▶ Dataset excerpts
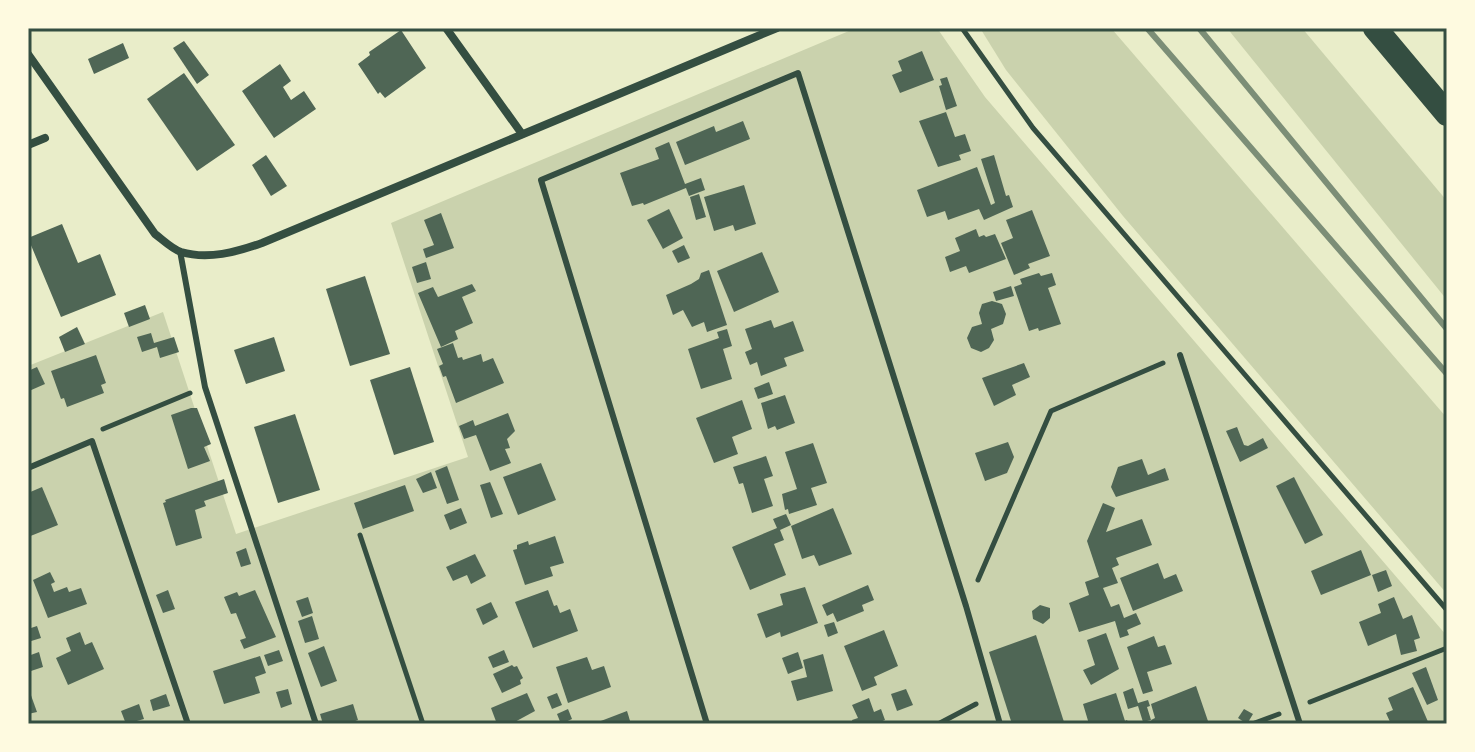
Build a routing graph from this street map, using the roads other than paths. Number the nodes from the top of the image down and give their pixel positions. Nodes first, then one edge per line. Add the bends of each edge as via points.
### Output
1 (446, 28) edge
2 (777, 28) edge
3 (1375, 28) edge
4 (28, 54) edge
5 (1447, 114) edge
6 (522, 134) junction
7 (45, 138) dead end
8 (28, 145) edge
9 (180, 251) junction
10 (1180, 355) road end
11 (28, 468) edge
12 (188, 724) edge
13 (316, 724) edge
14 (707, 724) edge
15 (1000, 724) edge
16 (1300, 724) edge

1 - 6 street
2 - 6 street
3 - 5 highway
4 - 9 street via 155,234
6 - 9 street via 233,253
7 - 8 street
9 - 13 lane via 205,387
10 - 16 lane
11 - 12 lane via 92,441
14 - 15 lane via 541,180 798,73

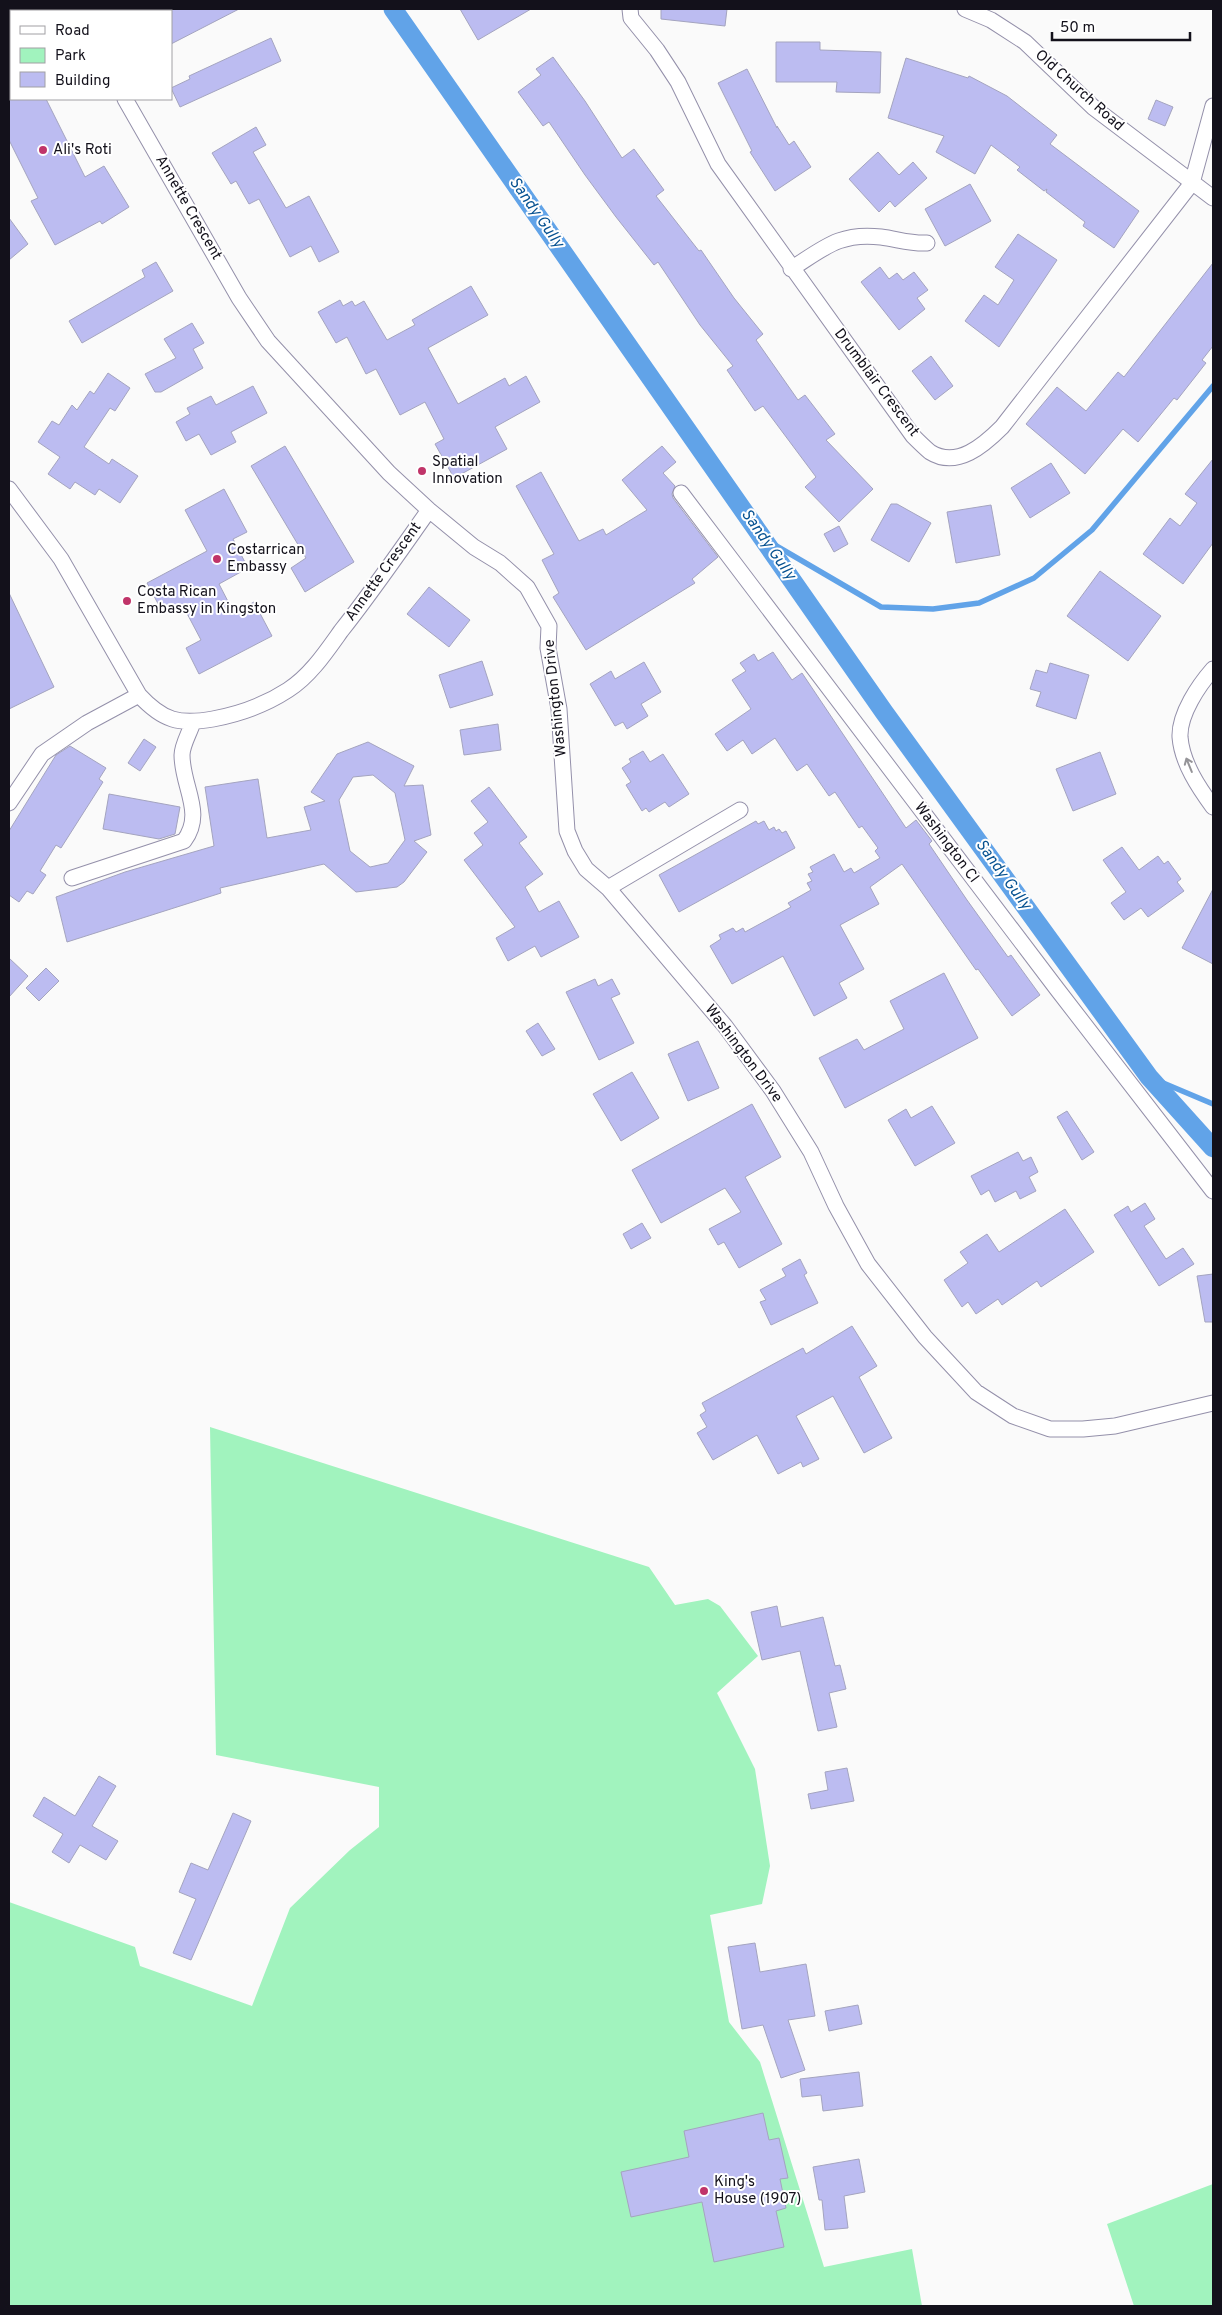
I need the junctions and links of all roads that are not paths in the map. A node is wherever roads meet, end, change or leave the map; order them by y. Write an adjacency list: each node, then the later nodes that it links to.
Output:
1 (630, 9): 8 (street, Drumblair Crescent)
2 (965, 9): 5 (street, Old Church Road)
3 (126, 100): 11 (street, Annette Crescent)
4 (1213, 106): 5 (street)
5 (1192, 183): 6 (street, Old Church Road); 8 (street, Drumblair Crescent)
6 (1213, 198)
7 (927, 243): 8 (street)
8 (791, 269)
9 (9, 489): 13 (street, Annette Crescent)
10 (682, 493): 20 (street, Washington Cl)
11 (429, 510): 14 (street, Annette Crescent); 19 (street, Washington Drive)
12 (1213, 669): 16 (street, one-way to 12)
13 (139, 695): 14 (street, Annette Crescent); 15 (street)
14 (193, 722): 18 (street)
15 (9, 804)
16 (1213, 807)
17 (740, 810): 19 (street)
18 (72, 878)
19 (608, 888): 21 (street, Washington Drive)
20 (1213, 1191)
21 (1213, 1403)

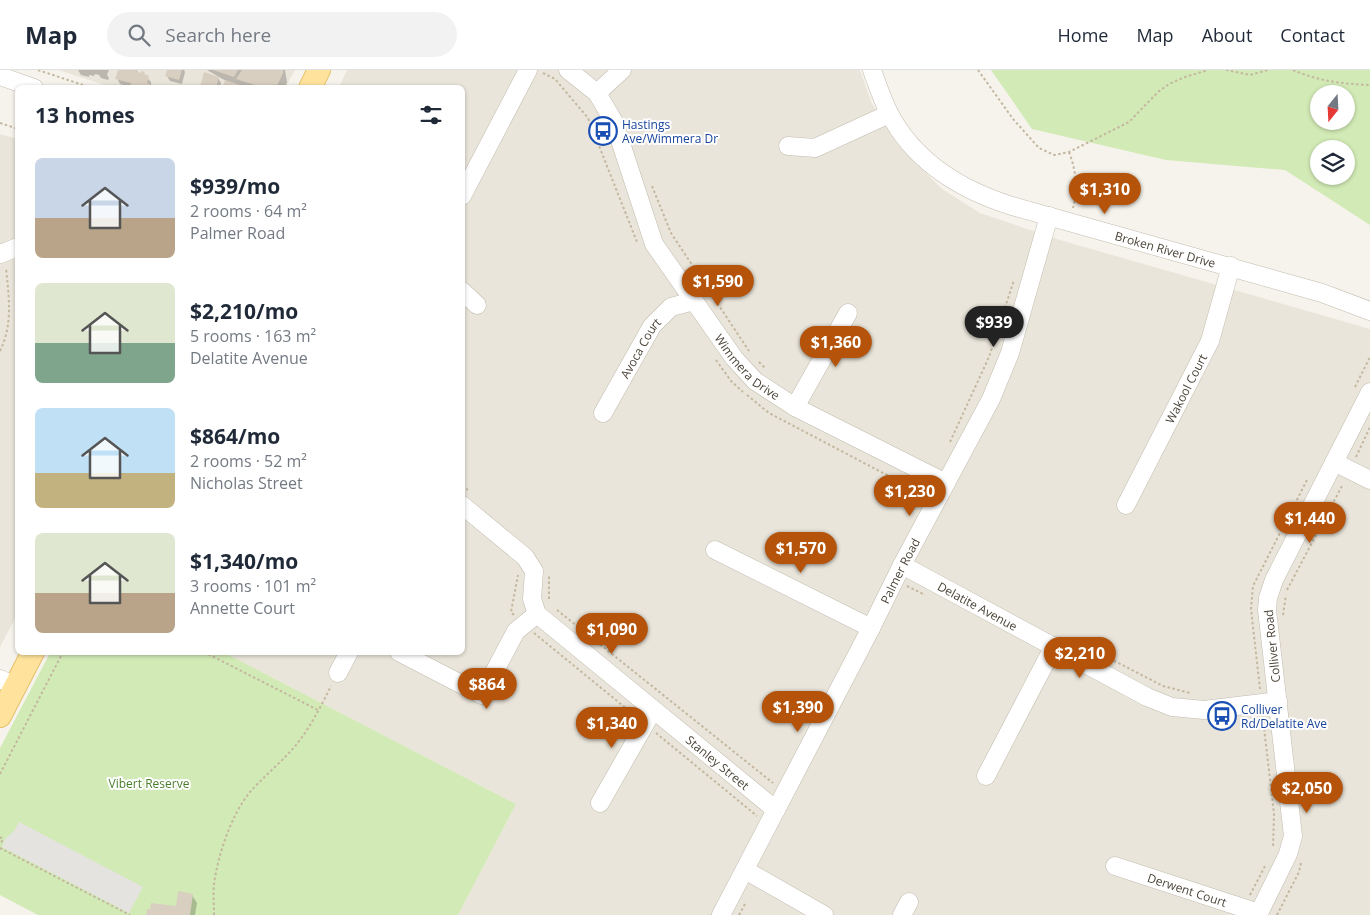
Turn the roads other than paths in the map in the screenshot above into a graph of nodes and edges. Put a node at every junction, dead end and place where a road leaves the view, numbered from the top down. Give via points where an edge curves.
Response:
1 (319, 70) edge
2 (332, 70) edge
3 (528, 70) edge
4 (568, 70) edge
5 (622, 70) edge
6 (872, 70) edge
7 (0, 76) edge
8 (26, 85) edge
9 (312, 85) edge
10 (324, 85) edge
11 (597, 93) junction
12 (889, 114) junction
13 (788, 146) dead end
14 (465, 190) edge
15 (1048, 216) junction
16 (15, 248) edge
17 (0, 254) edge
18 (1231, 266) junction
19 (465, 294) edge
20 (694, 301) junction
21 (477, 305) dead end
22 (1370, 310) edge
23 (848, 313) dead end
24 (1370, 392) edge
25 (796, 407) junction
26 (603, 413) dead end
27 (1342, 466) junction
28 (1370, 480) edge
29 (946, 483) junction
30 (466, 499) edge
31 (1126, 505) dead end
32 (715, 550) dead end
33 (902, 565) junction
34 (543, 608) junction
35 (871, 628) junction
36 (1054, 646) junction
37 (17, 655) edge
38 (29, 655) edge
39 (347, 655) edge
40 (405, 655) edge
41 (338, 673) road end
42 (5, 684) edge
43 (1278, 701) junction
44 (653, 710) junction
45 (0, 716) edge
46 (986, 776) dead end
47 (600, 803) dead end
48 (770, 806) junction
49 (1115, 866) dead end
50 (745, 870) junction
51 (1265, 914) edge
52 (722, 915) edge
53 (824, 915) edge

1 - 9 main road
2 - 10 main road
3 - 14 street
4 - 11 street, Wimmera Drive
5 - 11 street
6 - 12 street, Broken River Drive
7 - 8 street
11 - 20 street, Wimmera Drive via 614,122 654,244
12 - 13 street via 815,148
12 - 15 street, Broken River Drive via 921,156 954,182 992,200
15 - 18 street, Broken River Drive
15 - 29 street, Palmer Road via 1010,353 991,399
16 - 17 street
18 - 22 street, Broken River Drive
18 - 31 street, Wakool Court via 1210,341
19 - 21 street
20 - 25 street, Wimmera Drive via 734,358 755,381
20 - 26 street, Avoca Court via 671,307 652,326
23 - 25 street
24 - 27 street, Colliver Road
25 - 29 street, Wimmera Drive
27 - 28 street
27 - 43 street, Colliver Road via 1274,580 1268,598
29 - 33 street, Palmer Road
30 - 34 street via 525,556 534,571 532,599
32 - 35 street
33 - 35 street, Palmer Road
33 - 36 street, Delatite Avenue
34 - 40 street via 516,631 482,694
34 - 44 street, Stanley Street
35 - 48 street, Palmer Road
36 - 43 street, Delatite Avenue via 1147,697 1172,707 1204,710
36 - 46 street
37 - 42 main road
38 - 42 main road
39 - 41 street
42 - 45 main road
43 - 51 street, Colliver Road via 1293,836
44 - 47 street
44 - 48 street, Stanley Street
48 - 50 street, Palmer Road
49 - 51 street, Derwent Court
50 - 52 street, Palmer Road
50 - 53 street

▶ WORK REQUEST
Search the data above for lines holding "than" and copy each of them.

▶ RESPONSE BOX
Build a routing graph from this street map, using the roads other than paths. Number the nodes from the top of the image down and give their pixel positions. Nodes first, then one edge per line. Add the bends of each edge as via points.
Turn the roads other than paths in the map in the screenshot above into a graph of nodes and edges. Put a node at every junction, dead end and place where a road leaves the view, numbered from the top down. Give via points where an edge curves.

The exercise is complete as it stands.